------ PROVIDED RECORDS ------

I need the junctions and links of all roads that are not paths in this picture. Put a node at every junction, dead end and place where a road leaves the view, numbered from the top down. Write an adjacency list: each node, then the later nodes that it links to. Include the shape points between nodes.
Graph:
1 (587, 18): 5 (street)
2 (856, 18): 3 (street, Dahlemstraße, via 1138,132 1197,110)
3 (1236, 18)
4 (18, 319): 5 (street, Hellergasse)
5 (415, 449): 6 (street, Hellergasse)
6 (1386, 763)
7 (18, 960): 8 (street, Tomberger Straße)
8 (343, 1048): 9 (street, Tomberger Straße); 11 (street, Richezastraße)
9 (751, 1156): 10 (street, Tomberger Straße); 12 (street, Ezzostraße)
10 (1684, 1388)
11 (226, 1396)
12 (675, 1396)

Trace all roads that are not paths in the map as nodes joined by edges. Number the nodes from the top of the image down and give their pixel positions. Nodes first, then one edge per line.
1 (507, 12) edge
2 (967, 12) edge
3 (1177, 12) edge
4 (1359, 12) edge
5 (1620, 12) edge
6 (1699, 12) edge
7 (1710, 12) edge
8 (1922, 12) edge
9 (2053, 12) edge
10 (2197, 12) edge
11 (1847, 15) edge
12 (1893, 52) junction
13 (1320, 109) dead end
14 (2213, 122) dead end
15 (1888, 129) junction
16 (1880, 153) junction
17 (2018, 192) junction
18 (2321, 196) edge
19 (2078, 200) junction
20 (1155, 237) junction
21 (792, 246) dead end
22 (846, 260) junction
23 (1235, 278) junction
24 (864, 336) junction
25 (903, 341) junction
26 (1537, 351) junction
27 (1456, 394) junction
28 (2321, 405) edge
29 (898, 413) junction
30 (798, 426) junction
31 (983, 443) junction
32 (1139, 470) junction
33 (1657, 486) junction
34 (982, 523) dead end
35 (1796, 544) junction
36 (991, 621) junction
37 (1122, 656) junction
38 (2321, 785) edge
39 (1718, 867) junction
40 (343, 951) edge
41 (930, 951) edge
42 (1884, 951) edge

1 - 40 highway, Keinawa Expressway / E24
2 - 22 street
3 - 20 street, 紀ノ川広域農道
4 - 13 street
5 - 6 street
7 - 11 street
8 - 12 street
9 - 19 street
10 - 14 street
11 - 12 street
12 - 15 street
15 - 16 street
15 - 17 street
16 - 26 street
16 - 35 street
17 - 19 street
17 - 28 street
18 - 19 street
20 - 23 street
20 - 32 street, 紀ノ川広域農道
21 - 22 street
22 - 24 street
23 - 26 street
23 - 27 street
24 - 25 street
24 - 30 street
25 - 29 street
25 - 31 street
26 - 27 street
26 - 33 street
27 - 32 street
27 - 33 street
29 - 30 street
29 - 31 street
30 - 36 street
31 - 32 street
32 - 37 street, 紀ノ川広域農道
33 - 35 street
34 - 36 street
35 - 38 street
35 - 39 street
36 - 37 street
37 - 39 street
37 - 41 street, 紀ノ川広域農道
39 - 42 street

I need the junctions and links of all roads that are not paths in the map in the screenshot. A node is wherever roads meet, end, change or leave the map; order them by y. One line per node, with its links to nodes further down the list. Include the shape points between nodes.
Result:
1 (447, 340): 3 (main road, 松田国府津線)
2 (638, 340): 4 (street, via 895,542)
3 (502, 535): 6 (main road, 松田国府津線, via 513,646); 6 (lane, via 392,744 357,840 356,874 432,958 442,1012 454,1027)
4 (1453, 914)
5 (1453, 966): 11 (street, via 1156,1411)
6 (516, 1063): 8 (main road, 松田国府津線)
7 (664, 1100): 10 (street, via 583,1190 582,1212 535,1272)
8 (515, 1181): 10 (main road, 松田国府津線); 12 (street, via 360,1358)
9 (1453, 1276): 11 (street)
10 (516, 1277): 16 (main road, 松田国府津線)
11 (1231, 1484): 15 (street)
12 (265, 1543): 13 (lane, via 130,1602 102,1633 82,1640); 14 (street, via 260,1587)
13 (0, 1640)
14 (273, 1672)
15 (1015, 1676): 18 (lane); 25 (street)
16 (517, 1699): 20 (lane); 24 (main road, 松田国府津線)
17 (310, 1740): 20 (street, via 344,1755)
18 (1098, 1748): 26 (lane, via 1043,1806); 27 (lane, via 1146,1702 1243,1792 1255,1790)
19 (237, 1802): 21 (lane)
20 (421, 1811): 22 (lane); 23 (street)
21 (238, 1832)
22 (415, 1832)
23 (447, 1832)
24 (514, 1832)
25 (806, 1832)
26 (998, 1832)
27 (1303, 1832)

------

**WORK TASK:**
An exact copy of all the records above is needed.

**ANSWER AREA:**
I need the junctions and links of all roads that are not paths in this picture. Put a node at every junction, dead end and place where a road leaves the view, numbered from the top down. Write an adjacency list: each node, then the later nodes that it links to. Include the shape points between nodes.
Graph:
1 (587, 18): 5 (street)
2 (856, 18): 3 (street, Dahlemstraße, via 1138,132 1197,110)
3 (1236, 18)
4 (18, 319): 5 (street, Hellergasse)
5 (415, 449): 6 (street, Hellergasse)
6 (1386, 763)
7 (18, 960): 8 (street, Tomberger Straße)
8 (343, 1048): 9 (street, Tomberger Straße); 11 (street, Richezastraße)
9 (751, 1156): 10 (street, Tomberger Straße); 12 (street, Ezzostraße)
10 (1684, 1388)
11 (226, 1396)
12 (675, 1396)

Trace all roads that are not paths in the map as nodes joined by edges. Number the nodes from the top of the image down and give their pixel positions. Nodes first, then one edge per line.
1 (507, 12) edge
2 (967, 12) edge
3 (1177, 12) edge
4 (1359, 12) edge
5 (1620, 12) edge
6 (1699, 12) edge
7 (1710, 12) edge
8 (1922, 12) edge
9 (2053, 12) edge
10 (2197, 12) edge
11 (1847, 15) edge
12 (1893, 52) junction
13 (1320, 109) dead end
14 (2213, 122) dead end
15 (1888, 129) junction
16 (1880, 153) junction
17 (2018, 192) junction
18 (2321, 196) edge
19 (2078, 200) junction
20 (1155, 237) junction
21 (792, 246) dead end
22 (846, 260) junction
23 (1235, 278) junction
24 (864, 336) junction
25 (903, 341) junction
26 (1537, 351) junction
27 (1456, 394) junction
28 (2321, 405) edge
29 (898, 413) junction
30 (798, 426) junction
31 (983, 443) junction
32 (1139, 470) junction
33 (1657, 486) junction
34 (982, 523) dead end
35 (1796, 544) junction
36 (991, 621) junction
37 (1122, 656) junction
38 (2321, 785) edge
39 (1718, 867) junction
40 (343, 951) edge
41 (930, 951) edge
42 (1884, 951) edge

1 - 40 highway, Keinawa Expressway / E24
2 - 22 street
3 - 20 street, 紀ノ川広域農道
4 - 13 street
5 - 6 street
7 - 11 street
8 - 12 street
9 - 19 street
10 - 14 street
11 - 12 street
12 - 15 street
15 - 16 street
15 - 17 street
16 - 26 street
16 - 35 street
17 - 19 street
17 - 28 street
18 - 19 street
20 - 23 street
20 - 32 street, 紀ノ川広域農道
21 - 22 street
22 - 24 street
23 - 26 street
23 - 27 street
24 - 25 street
24 - 30 street
25 - 29 street
25 - 31 street
26 - 27 street
26 - 33 street
27 - 32 street
27 - 33 street
29 - 30 street
29 - 31 street
30 - 36 street
31 - 32 street
32 - 37 street, 紀ノ川広域農道
33 - 35 street
34 - 36 street
35 - 38 street
35 - 39 street
36 - 37 street
37 - 39 street
37 - 41 street, 紀ノ川広域農道
39 - 42 street

I need the junctions and links of all roads that are not paths in the map in the screenshot. A node is wherever roads meet, end, change or leave the map; order them by y. One line per node, with its links to nodes further down the list. Include the shape points between nodes.
Result:
1 (447, 340): 3 (main road, 松田国府津線)
2 (638, 340): 4 (street, via 895,542)
3 (502, 535): 6 (main road, 松田国府津線, via 513,646); 6 (lane, via 392,744 357,840 356,874 432,958 442,1012 454,1027)
4 (1453, 914)
5 (1453, 966): 11 (street, via 1156,1411)
6 (516, 1063): 8 (main road, 松田国府津線)
7 (664, 1100): 10 (street, via 583,1190 582,1212 535,1272)
8 (515, 1181): 10 (main road, 松田国府津線); 12 (street, via 360,1358)
9 (1453, 1276): 11 (street)
10 (516, 1277): 16 (main road, 松田国府津線)
11 (1231, 1484): 15 (street)
12 (265, 1543): 13 (lane, via 130,1602 102,1633 82,1640); 14 (street, via 260,1587)
13 (0, 1640)
14 (273, 1672)
15 (1015, 1676): 18 (lane); 25 (street)
16 (517, 1699): 20 (lane); 24 (main road, 松田国府津線)
17 (310, 1740): 20 (street, via 344,1755)
18 (1098, 1748): 26 (lane, via 1043,1806); 27 (lane, via 1146,1702 1243,1792 1255,1790)
19 (237, 1802): 21 (lane)
20 (421, 1811): 22 (lane); 23 (street)
21 (238, 1832)
22 (415, 1832)
23 (447, 1832)
24 (514, 1832)
25 (806, 1832)
26 (998, 1832)
27 (1303, 1832)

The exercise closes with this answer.